Stored dataset items:

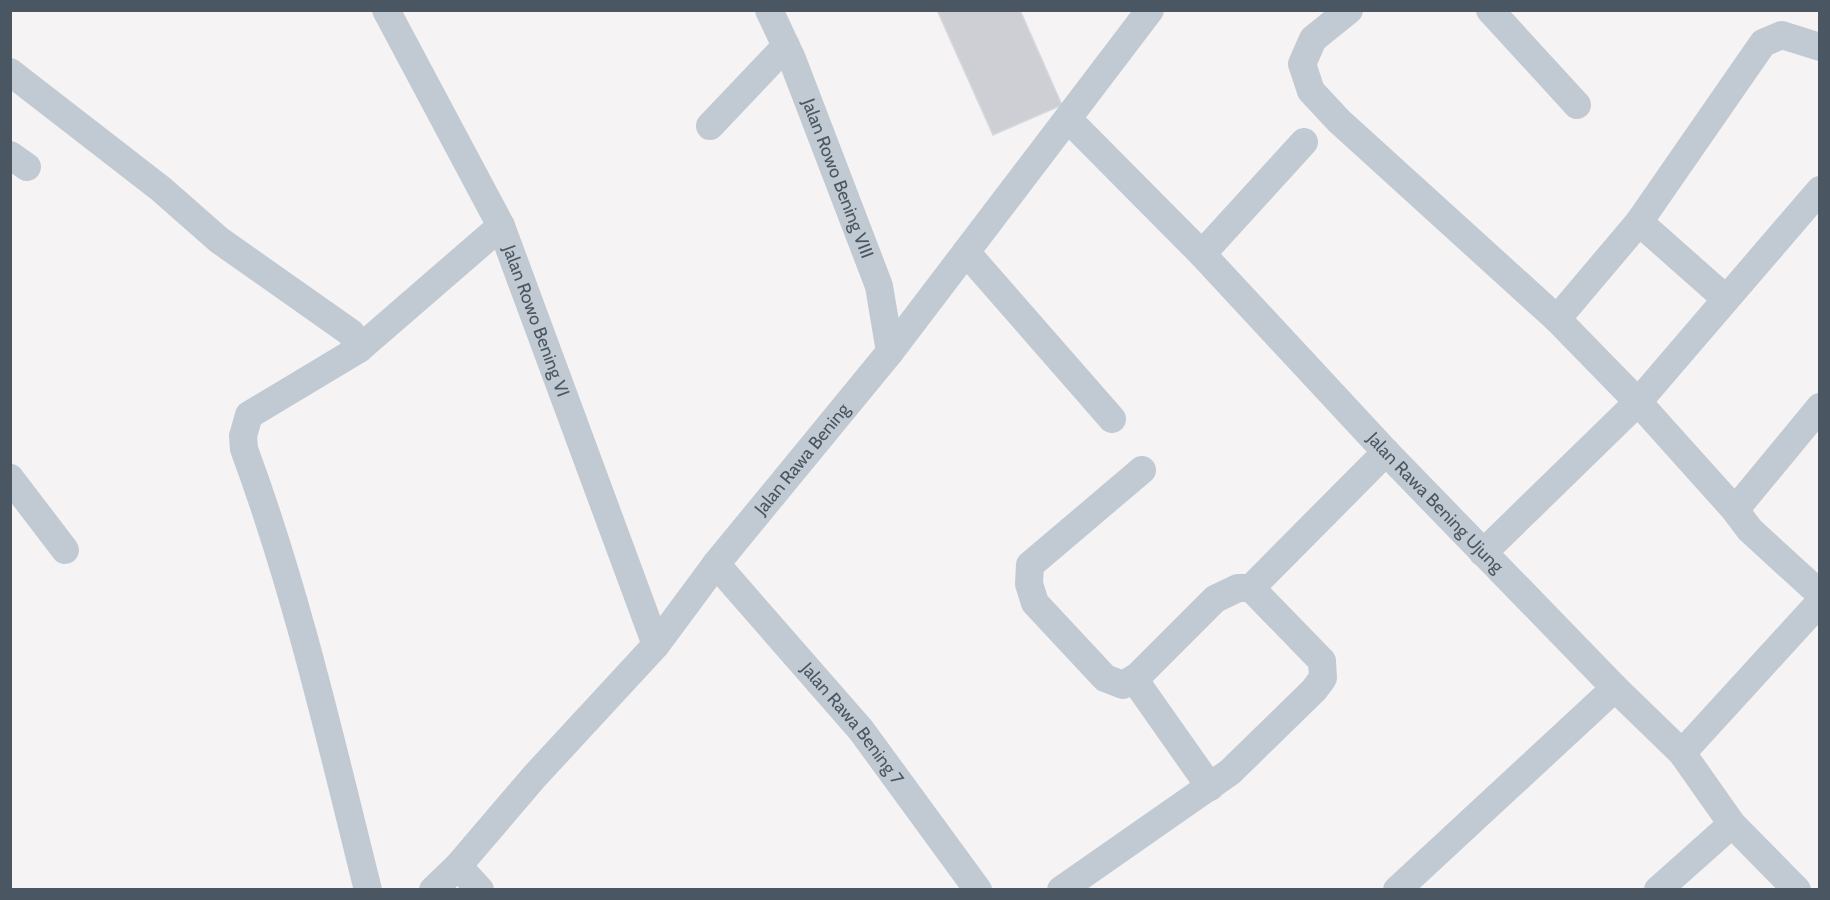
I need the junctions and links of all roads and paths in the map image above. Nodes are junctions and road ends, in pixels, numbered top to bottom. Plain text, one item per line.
1 (386, 10) edge
2 (769, 10) edge
3 (1150, 10) edge
4 (1349, 10) edge
5 (1490, 10) edge
6 (786, 46) junction
7 (1820, 47) edge
8 (10, 72) edge
9 (1577, 105) dead end
10 (1068, 119) junction
11 (710, 126) dead end
12 (1304, 142) dead end
13 (1820, 190) edge
14 (1639, 222) junction
15 (501, 226) junction
16 (966, 252) junction
17 (1202, 254) junction
18 (1726, 299) junction
19 (1557, 319) junction
20 (359, 349) junction
21 (890, 352) junction
22 (1638, 402) junction
23 (1820, 407) edge
24 (1112, 419) dead end
25 (1386, 452) junction
26 (1142, 470) dead end
27 (10, 478) edge
28 (1735, 510) junction
29 (65, 550) dead end
30 (1483, 553) junction
31 (716, 564) junction
32 (1251, 588) junction
33 (1820, 594) edge
34 (1820, 602) edge
35 (656, 645) junction
36 (1134, 679) junction
37 (1615, 688) junction
38 (1682, 753) junction
39 (1210, 787) junction
40 (1732, 824) junction
41 (458, 866) junction
42 (368, 890) edge
43 (433, 890) edge
44 (480, 890) edge
45 (978, 890) edge
46 (1061, 890) edge
47 (1397, 890) edge
48 (1658, 890) edge
49 (1797, 890) edge

1 - 15 street, Jalan Rowo Bening VI
2 - 6 street, Jalan Rowo Bening VIII
3 - 10 street, Jalan Rawa Bening
4 - 19 street
5 - 9 street
6 - 11 street
6 - 21 street, Jalan Rowo Bening VIII
7 - 14 street
8 - 20 street
10 - 16 street, Jalan Rawa Bening
10 - 17 street, Jalan Rawa Bening Ujung
12 - 17 street
13 - 18 street
14 - 18 street
14 - 19 street
15 - 20 street
15 - 35 street, Jalan Rowo Bening VI
16 - 21 street, Jalan Rawa Bening
16 - 24 street
17 - 25 street, Jalan Rawa Bening Ujung
18 - 22 street
19 - 22 street
20 - 42 street
21 - 31 street, Jalan Rawa Bening
22 - 28 street
22 - 30 street
23 - 28 street
25 - 30 street, Jalan Rawa Bening Ujung
25 - 32 street
26 - 36 street
27 - 29 street
28 - 33 street
30 - 37 street, Jalan Rawa Bening Ujung
31 - 35 street, Jalan Rawa Bening
31 - 45 street, Jalan Rawa Bening 7
32 - 36 street
32 - 39 street
34 - 38 street
35 - 41 street, Jalan Rawa Bening
36 - 39 street
37 - 38 street, Jalan Rawa Bening Ujung
37 - 47 street
38 - 40 street, Jalan Rawa Bening Ujung
39 - 46 street
40 - 48 street
40 - 49 street, Jalan Rawa Bening Ujung
41 - 43 street, Jalan Rawa Bening
41 - 44 street

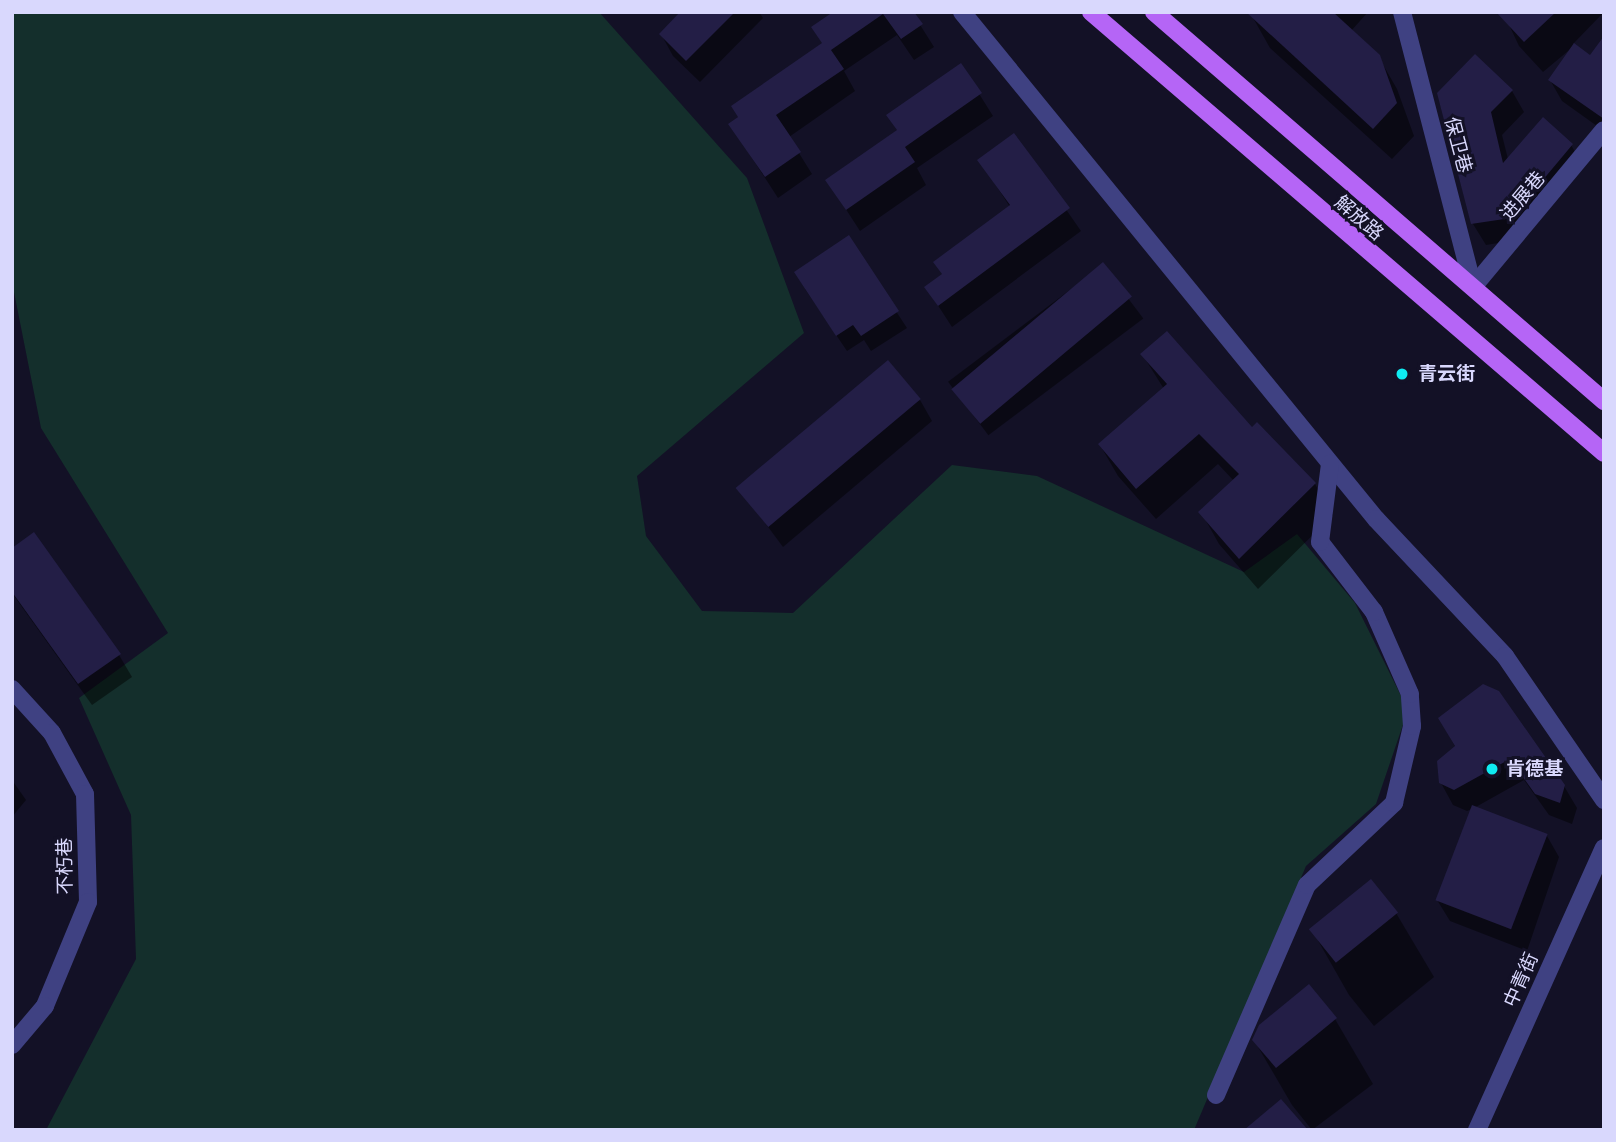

YOUR GOAL
The entries above are to be retyped exactly, with each picture left out.

REPLY TO THE TASK
I need the junctions and links of all roads and paths in the map image above. Nodes are junctions and road ends, in pixels, numbered top to bottom. Plain text, one item per line.
1 (386, 10) edge
2 (769, 10) edge
3 (1150, 10) edge
4 (1349, 10) edge
5 (1490, 10) edge
6 (786, 46) junction
7 (1820, 47) edge
8 (10, 72) edge
9 (1577, 105) dead end
10 (1068, 119) junction
11 (710, 126) dead end
12 (1304, 142) dead end
13 (1820, 190) edge
14 (1639, 222) junction
15 (501, 226) junction
16 (966, 252) junction
17 (1202, 254) junction
18 (1726, 299) junction
19 (1557, 319) junction
20 (359, 349) junction
21 (890, 352) junction
22 (1638, 402) junction
23 (1820, 407) edge
24 (1112, 419) dead end
25 (1386, 452) junction
26 (1142, 470) dead end
27 (10, 478) edge
28 (1735, 510) junction
29 (65, 550) dead end
30 (1483, 553) junction
31 (716, 564) junction
32 (1251, 588) junction
33 (1820, 594) edge
34 (1820, 602) edge
35 (656, 645) junction
36 (1134, 679) junction
37 (1615, 688) junction
38 (1682, 753) junction
39 (1210, 787) junction
40 (1732, 824) junction
41 (458, 866) junction
42 (368, 890) edge
43 (433, 890) edge
44 (480, 890) edge
45 (978, 890) edge
46 (1061, 890) edge
47 (1397, 890) edge
48 (1658, 890) edge
49 (1797, 890) edge

1 - 15 street, Jalan Rowo Bening VI
2 - 6 street, Jalan Rowo Bening VIII
3 - 10 street, Jalan Rawa Bening
4 - 19 street
5 - 9 street
6 - 11 street
6 - 21 street, Jalan Rowo Bening VIII
7 - 14 street
8 - 20 street
10 - 16 street, Jalan Rawa Bening
10 - 17 street, Jalan Rawa Bening Ujung
12 - 17 street
13 - 18 street
14 - 18 street
14 - 19 street
15 - 20 street
15 - 35 street, Jalan Rowo Bening VI
16 - 21 street, Jalan Rawa Bening
16 - 24 street
17 - 25 street, Jalan Rawa Bening Ujung
18 - 22 street
19 - 22 street
20 - 42 street
21 - 31 street, Jalan Rawa Bening
22 - 28 street
22 - 30 street
23 - 28 street
25 - 30 street, Jalan Rawa Bening Ujung
25 - 32 street
26 - 36 street
27 - 29 street
28 - 33 street
30 - 37 street, Jalan Rawa Bening Ujung
31 - 35 street, Jalan Rawa Bening
31 - 45 street, Jalan Rawa Bening 7
32 - 36 street
32 - 39 street
34 - 38 street
35 - 41 street, Jalan Rawa Bening
36 - 39 street
37 - 38 street, Jalan Rawa Bening Ujung
37 - 47 street
38 - 40 street, Jalan Rawa Bening Ujung
39 - 46 street
40 - 48 street
40 - 49 street, Jalan Rawa Bening Ujung
41 - 43 street, Jalan Rawa Bening
41 - 44 street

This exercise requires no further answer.